Available data —

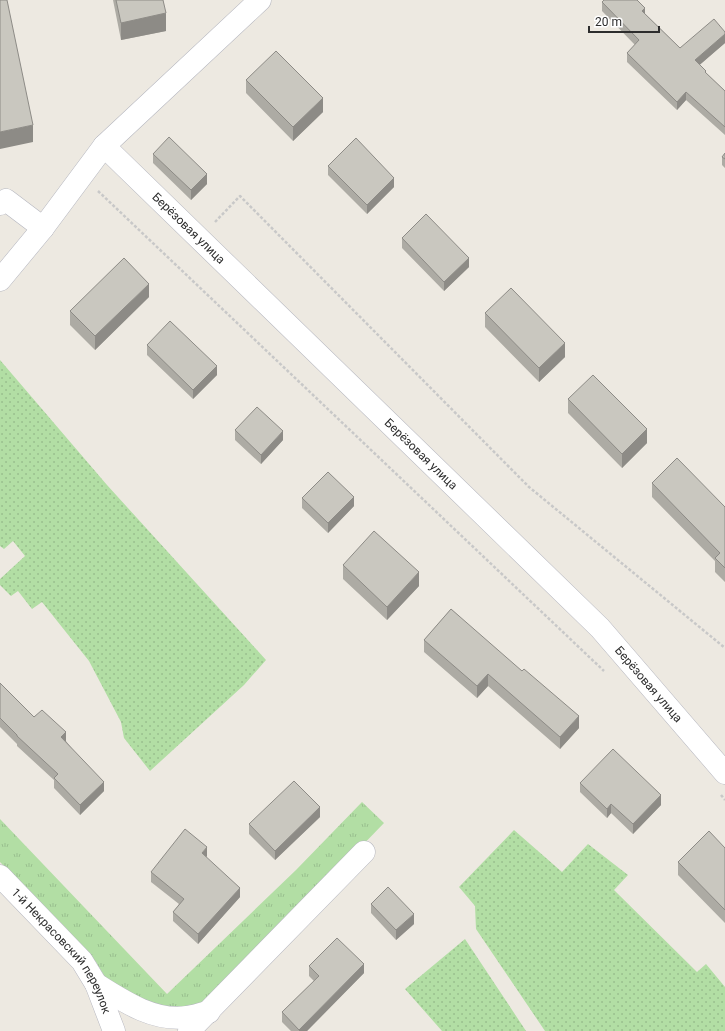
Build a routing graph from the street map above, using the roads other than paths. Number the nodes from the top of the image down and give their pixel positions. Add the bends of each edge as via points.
1 (257, 1) edge
2 (104, 146) junction
3 (0, 204) edge
4 (43, 228) junction
5 (0, 280) edge
6 (725, 773) edge
7 (364, 852) dead end
8 (0, 876) edge
9 (96, 984) junction
10 (208, 1012) junction
11 (114, 1031) edge
12 (189, 1031) edge

1 - 2 street
2 - 4 street
2 - 6 street, Берёзовая улица via 600,628
3 - 4 street via 6,200
4 - 5 street
7 - 10 street
8 - 9 street, 1-й Некрасовский переулок via 82,961
9 - 10 street via 140,1009 164,1016 186,1017
9 - 11 street, 1-й Некрасовский переулок
10 - 12 street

What you will do — Set the records down again word for word; the pictures stay out.

Answer space —
Build a routing graph from the street map above, using the roads other than paths. Number the nodes from the top of the image down and give their pixel positions. Add the bends of each edge as via points.
1 (257, 1) edge
2 (104, 146) junction
3 (0, 204) edge
4 (43, 228) junction
5 (0, 280) edge
6 (725, 773) edge
7 (364, 852) dead end
8 (0, 876) edge
9 (96, 984) junction
10 (208, 1012) junction
11 (114, 1031) edge
12 (189, 1031) edge

1 - 2 street
2 - 4 street
2 - 6 street, Берёзовая улица via 600,628
3 - 4 street via 6,200
4 - 5 street
7 - 10 street
8 - 9 street, 1-й Некрасовский переулок via 82,961
9 - 10 street via 140,1009 164,1016 186,1017
9 - 11 street, 1-й Некрасовский переулок
10 - 12 street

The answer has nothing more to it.